How do you think we can make money in a Web economy? We’ve got a generation that will pay $5 for a cup of coffee but won’t pay a cent for information, for music, for entertainment that required lots of money and labor to create and present.

In this world of ubiquitous copies -- and the Internet is the world’s largest copying machine -- how does anybody make money on an idea when copies of ideas are free, and are actually required as the [economic] engine? My theory is that you’ll want something better than free, what I call generatives. Let me give you an example: You can find a free copy of a movie on the Internet, but if you want to see a movie in the first hour of release, you’d be willing to pay. You’re not really paying for the movie [but] for the immediacy of the movie. Or the music. Or findability, accessibility. Authenticity -- you can get [copies of] software for free, but if you want the authentic version, you’re going to pay. There’s been no better time in the world to be a reader or a watcher or a listener than right now.

What about being a writer?

That’s tough. But the audience is winning. I don’t know how the actual business model is going to work.
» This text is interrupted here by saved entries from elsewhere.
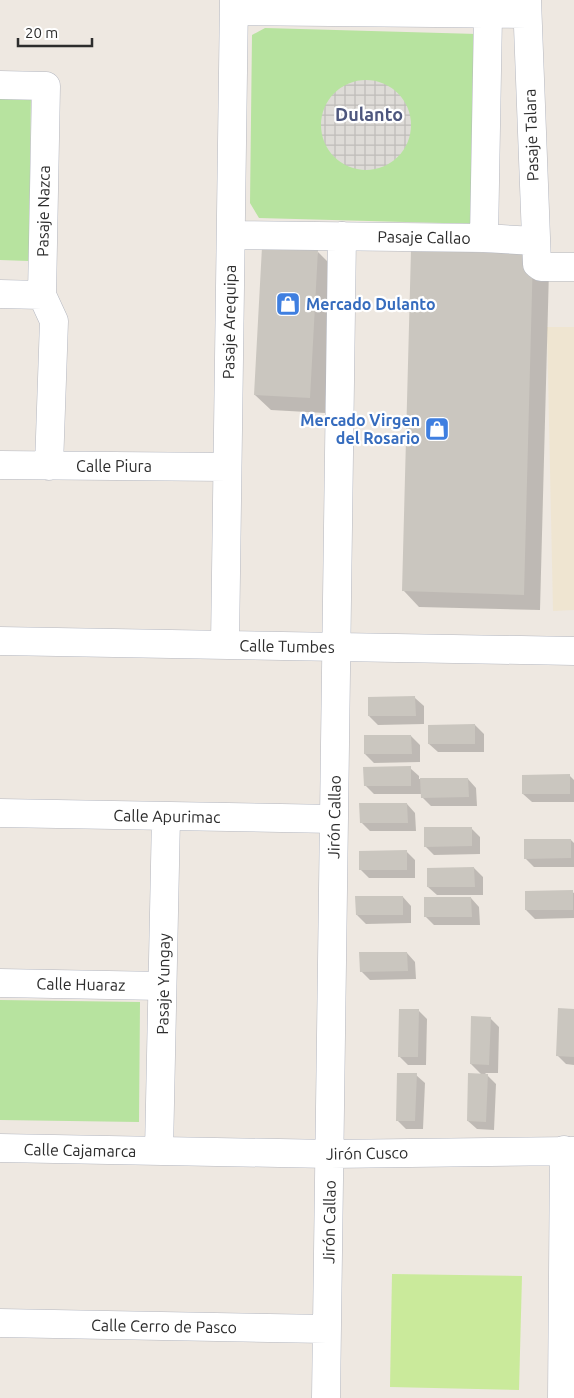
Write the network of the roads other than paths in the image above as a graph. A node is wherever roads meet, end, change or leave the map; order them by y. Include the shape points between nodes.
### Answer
1 (234, 6) edge
2 (527, 7) edge
3 (488, 15) junction
4 (0, 85) edge
5 (231, 235) junction
6 (342, 236) junction
7 (484, 238) junction
8 (535, 241) junction
9 (574, 267) edge
10 (0, 294) edge
11 (42, 295) junction
12 (0, 465) edge
13 (49, 466) junction
14 (227, 467) junction
15 (0, 641) edge
16 (225, 645) junction
17 (336, 647) junction
18 (574, 651) edge
19 (0, 814) edge
20 (166, 816) junction
21 (334, 819) junction
22 (0, 983) edge
23 (162, 986) junction
24 (0, 1148) edge
25 (569, 1150) edge
26 (160, 1151) junction
27 (330, 1154) junction
28 (0, 1323) edge
29 (327, 1329) junction
30 (326, 1398) edge
31 (562, 1398) edge

1 - 3 street
1 - 5 street, Pasaje Arequipa
2 - 3 street
2 - 8 street, Pasaje Talara
3 - 7 street, Pasaje Callao
4 - 11 street, Pasaje Nazca via 46,86
5 - 6 street, Pasaje Callao
5 - 14 street, Pasaje Arequipa
6 - 7 street, Pasaje Callao
6 - 17 street, Jirón Callao
7 - 8 street
8 - 9 street, Pasaje Talara via 536,264 541,267
10 - 11 street
11 - 13 street via 54,321
12 - 13 street, Calle Piura
13 - 14 street, Calle Piura
14 - 16 street, Pasaje Arequipa
15 - 16 street, Calle Tumbes
16 - 17 street, Calle Tumbes
17 - 18 street, Calle Tumbes
17 - 21 street, Jirón Callao
19 - 20 street, Calle Apurimac
20 - 21 street, Calle Apurimac
20 - 23 street, Pasaje Yungay
21 - 27 street, Jirón Callao
22 - 23 street, Calle Huaraz
23 - 26 street, Pasaje Yungay
24 - 26 street, Calle Cajamarca
25 - 27 street, Jirón Cusco
25 - 31 street
26 - 27 street, Jirón Cusco
27 - 29 street, Jirón Callao
28 - 29 street, Calle Cerro de Pasco
29 - 30 street, Jirón Callao

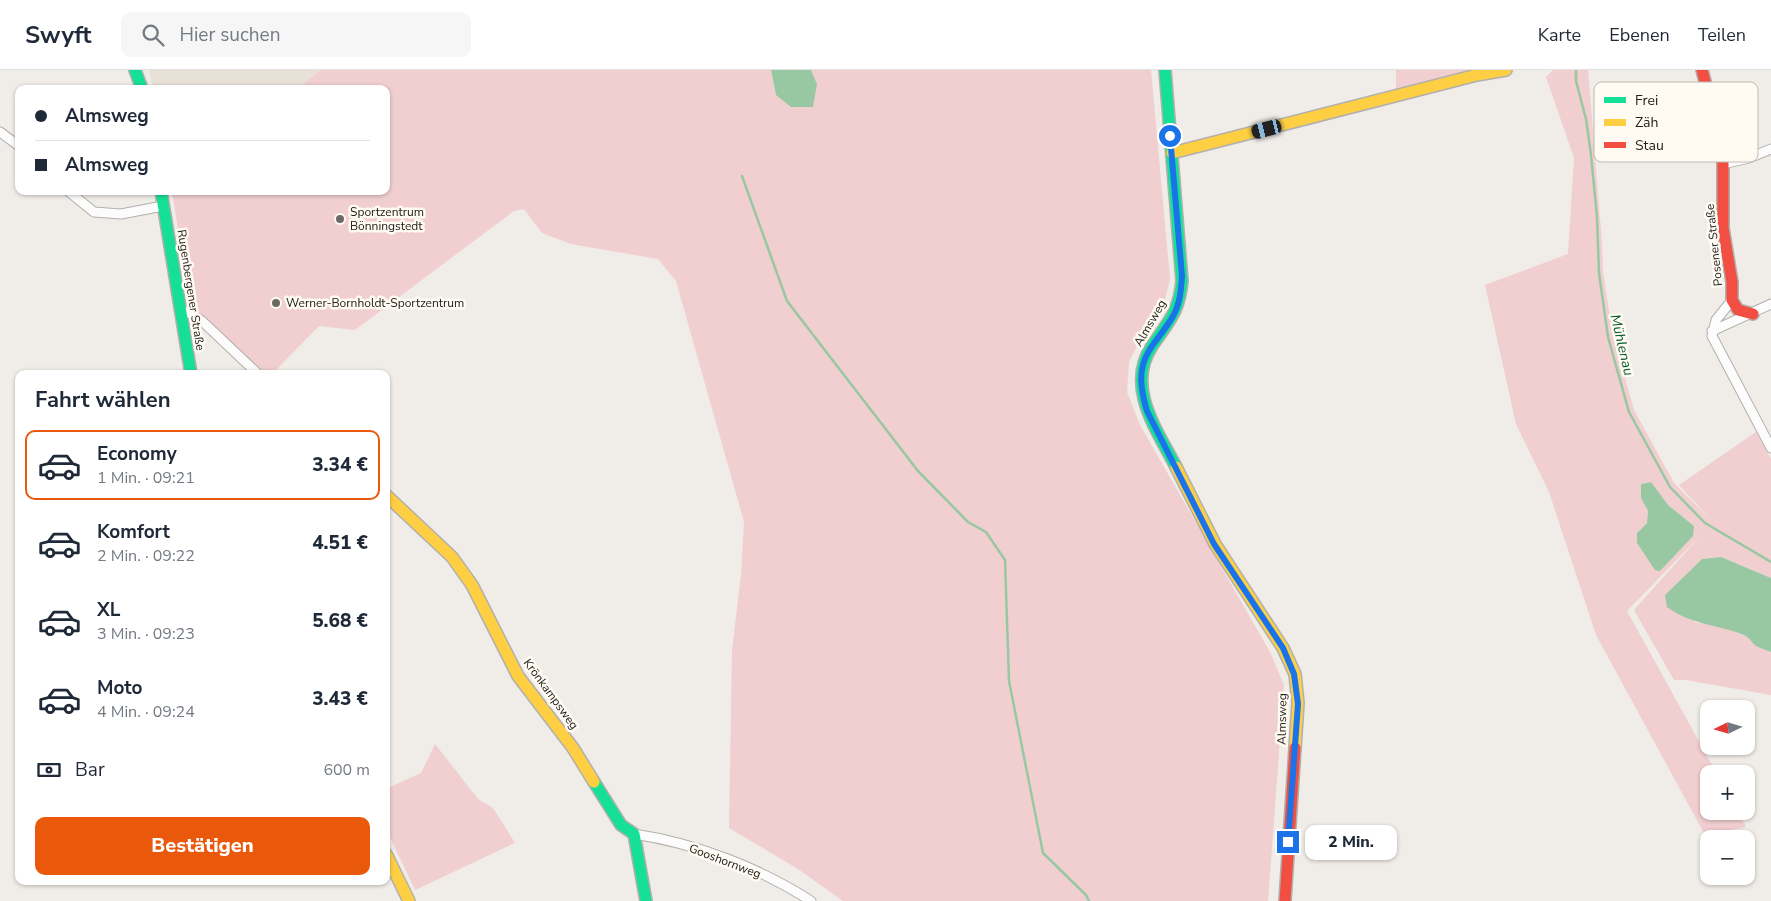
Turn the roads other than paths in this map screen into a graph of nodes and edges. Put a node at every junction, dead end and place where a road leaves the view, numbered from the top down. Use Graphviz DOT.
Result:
graph roads {
  1 [pos="135,70"];
  2 [pos="1165,70"];
  3 [pos="1506,70"];
  4 [pos="141,85"];
  5 [pos="0,132"];
  6 [pos="15,143"];
  7 [pos="1771,149"];
  8 [pos="1172,153"];
  9 [pos="1758,154"];
  10 [pos="1732,162"];
  11 [pos="1723,164"];
  12 [pos="73,195"];
  13 [pos="162,195"];
  14 [pos="164,209"];
  15 [pos="1732,300"];
  16 [pos="1771,304"];
  17 [pos="181,313"];
  18 [pos="1753,314"];
  19 [pos="1712,331"];
  20 [pos="189,370"];
  21 [pos="254,370"];
  22 [pos="1771,448"];
  23 [pos="390,499"];
  24 [pos="634,834"];
  25 [pos="390,862"];
  26 [pos="409,901"];
  27 [pos="646,901"];
  28 [pos="812,901"];
  29 [pos="1284,901"];
  1 -- 4 [label="street"];
  2 -- 8 [label="street, Almsweg"];
  3 -- 8 [label="street"];
  5 -- 6 [label="street"];
  7 -- 9 [label="street"];
  8 -- 29 [label="street, Almsweg"];
  10 -- 11 [label="street"];
  11 -- 15 [label="street, Posener Straße"];
  12 -- 14 [label="street"];
  13 -- 14 [label="street, Rugenbergener Straße"];
  14 -- 17 [label="street, Rugenbergener Straße"];
  15 -- 18 [label="street, Posener Straße"];
  15 -- 19 [label="street, Posener Straße"];
  16 -- 18 [label="street"];
  17 -- 20 [label="street, Rugenbergener Straße"];
  17 -- 21 [label="street"];
  18 -- 19 [label="street"];
  19 -- 22 [label="street"];
  23 -- 24 [label="street, Krönkampsweg"];
  24 -- 27 [label="street"];
  24 -- 28 [label="street, Gooshornweg"];
  25 -- 26 [label="street"];
}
One thing that’s going away is this idea that the only stuff we consume is made by professionals. [Historically] if you wanted a really good picture, it had to come from a professional. A professional photographer will on average take a better picture of the Eiffel Tower than a nonprofessional, but there’s no professional as good as all amateurs together. We are all becoming creators.

What about privacy? Should we just get over it?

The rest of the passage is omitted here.